While the perceptual maps may appear very different between the three cohorts on visual inspection, only the expert cohort’s map is significantly different from the lowFIS and highFIS cohorts’ maps when compared statistically using an NRV coefficient. Currently, there are conflicting reports regarding the ability of untrained assessors to generate maps that are similar to those by trained or expert assessors using perceptual mapping techniques. Some prior work proposes untrained assessors cannot generate maps that are comparable to maps generated by experts (Barcenas et al., 2004; Nestrud & Lawless, 2010; Pagès, 2005; Perrin et al., 2008; Risvik et al., 1997) while other findings suggest untrained assessors are able to generate product maps comparable to those generated by trained or expert assessors (Chollet et al., 2011; Faye et al., 2004; Faye et al., 2006; Lawless & Glatter, 1990; Tang & Heymann, 2002). It is possible that these contradictory results arise from differences in the methodology performed (e.g., napping, sorting, or free choice profiling), type of training or degree of expertise of the trained/expert cohorts, and the type of stimuli used and size of perceptual differences between the stimuli within the sample set. These possibilities are discussed in more detail below. The incongruence between the maps of the expert and naïve assessors suggests that the expert cohort may be either a) attending to the sorting task differently or b) actually perceiving the stimuli in a different way than the naïve assessors. Indeed, during data collection, we informally noted that a number of the assessors in the expert cohort seemed to treat the task as an identification task, asking after the session if they had correctly identified the sensations’ culinary sources; this behavior was never observed with the naïve assessors.

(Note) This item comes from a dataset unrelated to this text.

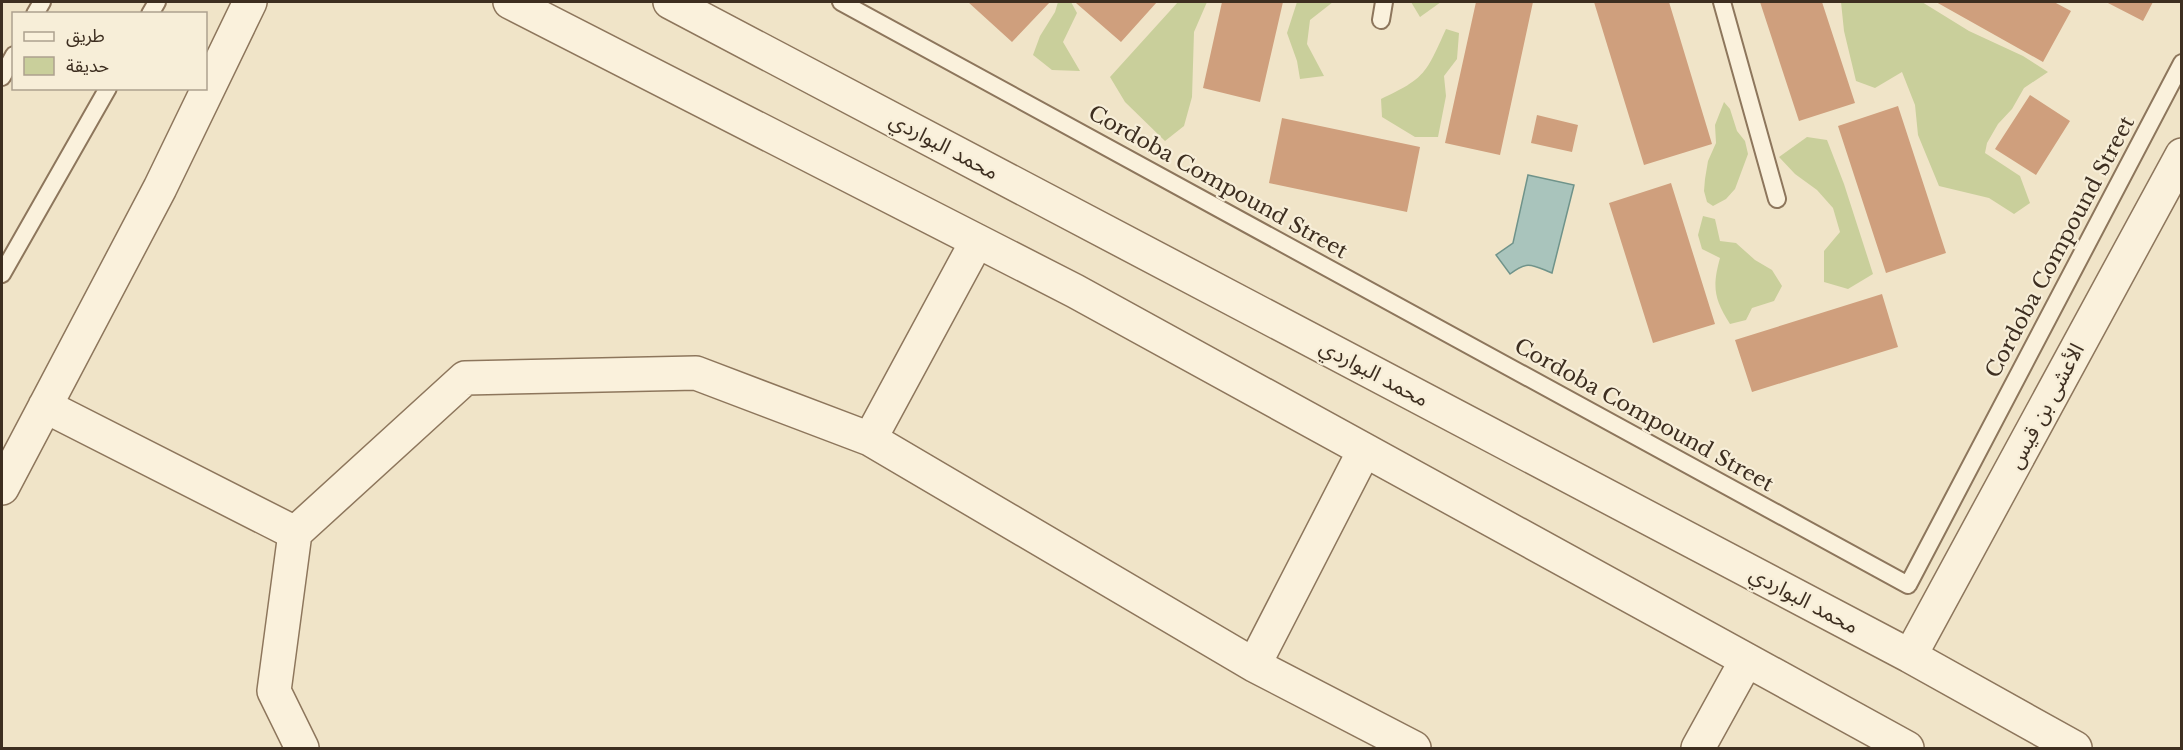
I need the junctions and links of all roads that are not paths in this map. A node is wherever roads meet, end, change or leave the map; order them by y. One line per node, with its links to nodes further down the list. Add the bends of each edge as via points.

It was expected that the lowFIS group might have more difficulty discriminating between samples for two reasons, the first having to do with FIS scores and the second to do with the lexicon of these assessors. Previous work with the FIS has suggested that individuals with higher scores on the FIS have higher sensory acuity than those individuals with lower scores (Bell & Marshall, 2003). Given these findings, it might be expected that lowFIS individuals may have more difficulties discerning the perceptual differences between the chemesthetic sensations elicited by the stimuli in the sample set, irrespective of the descriptors they provided. Further, even if lowFIS assessors were able to pick apart these differences perceptually, we expected they would have a smaller food-related lexicon with which to describe the samples linguistically, which would create difficulties during the descriptive portion of the task. Contrary to our hypothesis, the lowFIS cohort did not appear to have more difficulty completing the sorting task as a group (stress = 0.008) than the highFIS cohort (stress = 0.008).

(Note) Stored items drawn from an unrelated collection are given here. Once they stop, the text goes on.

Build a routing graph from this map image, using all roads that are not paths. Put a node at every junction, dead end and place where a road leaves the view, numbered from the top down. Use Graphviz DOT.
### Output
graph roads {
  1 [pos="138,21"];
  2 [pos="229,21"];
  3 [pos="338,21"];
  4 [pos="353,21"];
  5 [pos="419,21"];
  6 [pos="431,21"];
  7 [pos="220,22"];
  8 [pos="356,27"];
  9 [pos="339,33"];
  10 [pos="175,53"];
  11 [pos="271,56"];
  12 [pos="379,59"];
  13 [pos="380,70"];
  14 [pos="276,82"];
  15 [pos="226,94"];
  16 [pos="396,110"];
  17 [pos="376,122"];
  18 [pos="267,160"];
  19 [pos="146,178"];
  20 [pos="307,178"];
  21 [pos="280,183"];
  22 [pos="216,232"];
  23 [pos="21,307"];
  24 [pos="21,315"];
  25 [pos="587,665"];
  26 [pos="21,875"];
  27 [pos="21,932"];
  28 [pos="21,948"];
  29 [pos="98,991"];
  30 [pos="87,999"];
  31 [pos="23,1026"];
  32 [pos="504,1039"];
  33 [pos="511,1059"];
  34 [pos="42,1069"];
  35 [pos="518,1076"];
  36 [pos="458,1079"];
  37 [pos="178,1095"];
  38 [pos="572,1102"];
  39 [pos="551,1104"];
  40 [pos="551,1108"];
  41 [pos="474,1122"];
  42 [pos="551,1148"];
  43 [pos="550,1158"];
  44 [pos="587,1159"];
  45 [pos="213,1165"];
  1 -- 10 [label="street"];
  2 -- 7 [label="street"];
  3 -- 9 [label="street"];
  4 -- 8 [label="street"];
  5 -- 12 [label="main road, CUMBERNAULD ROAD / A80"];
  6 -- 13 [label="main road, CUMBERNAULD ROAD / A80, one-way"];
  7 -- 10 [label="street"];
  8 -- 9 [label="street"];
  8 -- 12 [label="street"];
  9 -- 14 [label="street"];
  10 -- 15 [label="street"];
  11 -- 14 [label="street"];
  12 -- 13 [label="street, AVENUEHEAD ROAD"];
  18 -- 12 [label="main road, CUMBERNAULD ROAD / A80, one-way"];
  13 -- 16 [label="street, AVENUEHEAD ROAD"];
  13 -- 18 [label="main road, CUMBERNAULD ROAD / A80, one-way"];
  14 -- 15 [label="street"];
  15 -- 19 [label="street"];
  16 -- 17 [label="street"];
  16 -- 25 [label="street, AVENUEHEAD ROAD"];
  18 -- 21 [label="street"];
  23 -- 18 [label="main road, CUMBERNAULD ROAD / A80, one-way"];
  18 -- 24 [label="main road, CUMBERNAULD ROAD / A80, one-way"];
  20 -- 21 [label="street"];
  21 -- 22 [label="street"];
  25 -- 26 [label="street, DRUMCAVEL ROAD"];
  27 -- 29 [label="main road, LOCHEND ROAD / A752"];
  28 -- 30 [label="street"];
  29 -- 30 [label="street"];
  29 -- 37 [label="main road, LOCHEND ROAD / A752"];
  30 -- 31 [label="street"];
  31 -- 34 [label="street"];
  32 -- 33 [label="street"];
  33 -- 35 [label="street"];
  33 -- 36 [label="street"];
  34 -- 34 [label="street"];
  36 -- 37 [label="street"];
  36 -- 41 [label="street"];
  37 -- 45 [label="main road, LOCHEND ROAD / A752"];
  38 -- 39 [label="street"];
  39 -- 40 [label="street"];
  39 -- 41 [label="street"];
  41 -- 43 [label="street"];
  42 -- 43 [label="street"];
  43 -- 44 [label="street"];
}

Generally, the significant attributes on each of the MDS plots associated with the expected stimuli. For example, on the lowFIS cohort’s map, cooling and anesthetizing/numbing point towards menthol and eucalyptol, spicy points towards capsaicin and zingerone, and puckering/sour points towards citric acid. In addition to looking at the significant attributes, examining the number and type of attributes generated by each cohort provides potentially interesting information. As a group, the lowFIS cohort generated relatively few unique attributes, only 35, compared to the 56 and 54 unique attributes generated by the highFIS and expert cohorts, respectively. Although there were large differences in the number of unique attributes generated by the cohorts, roughly 20 attributes were submitted to regression for each cohort (see supplemental materials). From the regression analysis, eight attributes were significant in the lowFIS group while only two were significant in both the highFIS and expert cohorts, indicating that there was higher consensus in the attributes used to describe stimuli in the lowFIS cohort than in the highFIS or expert cohorts. Prior reports in the literature conflict on this point: some show that trained panelists use more terms to describe the product space (Chollet et al., 2011) while others show that experts tend to use fewer words (Nestrud & Lawless, 2008). Our study suggests that both findings may be true. Here, we show experts do not use significantly more terms to describe the product space than a cohort of highFIS individuals who presumably lack formal culinary education, and that both the expert and highFIS cohorts use significantly more terms to describe the product space than the lowFIS cohort, who lack formal culinary education and have low food involvement. Again, it appears that type of expertise and education may play a significant role.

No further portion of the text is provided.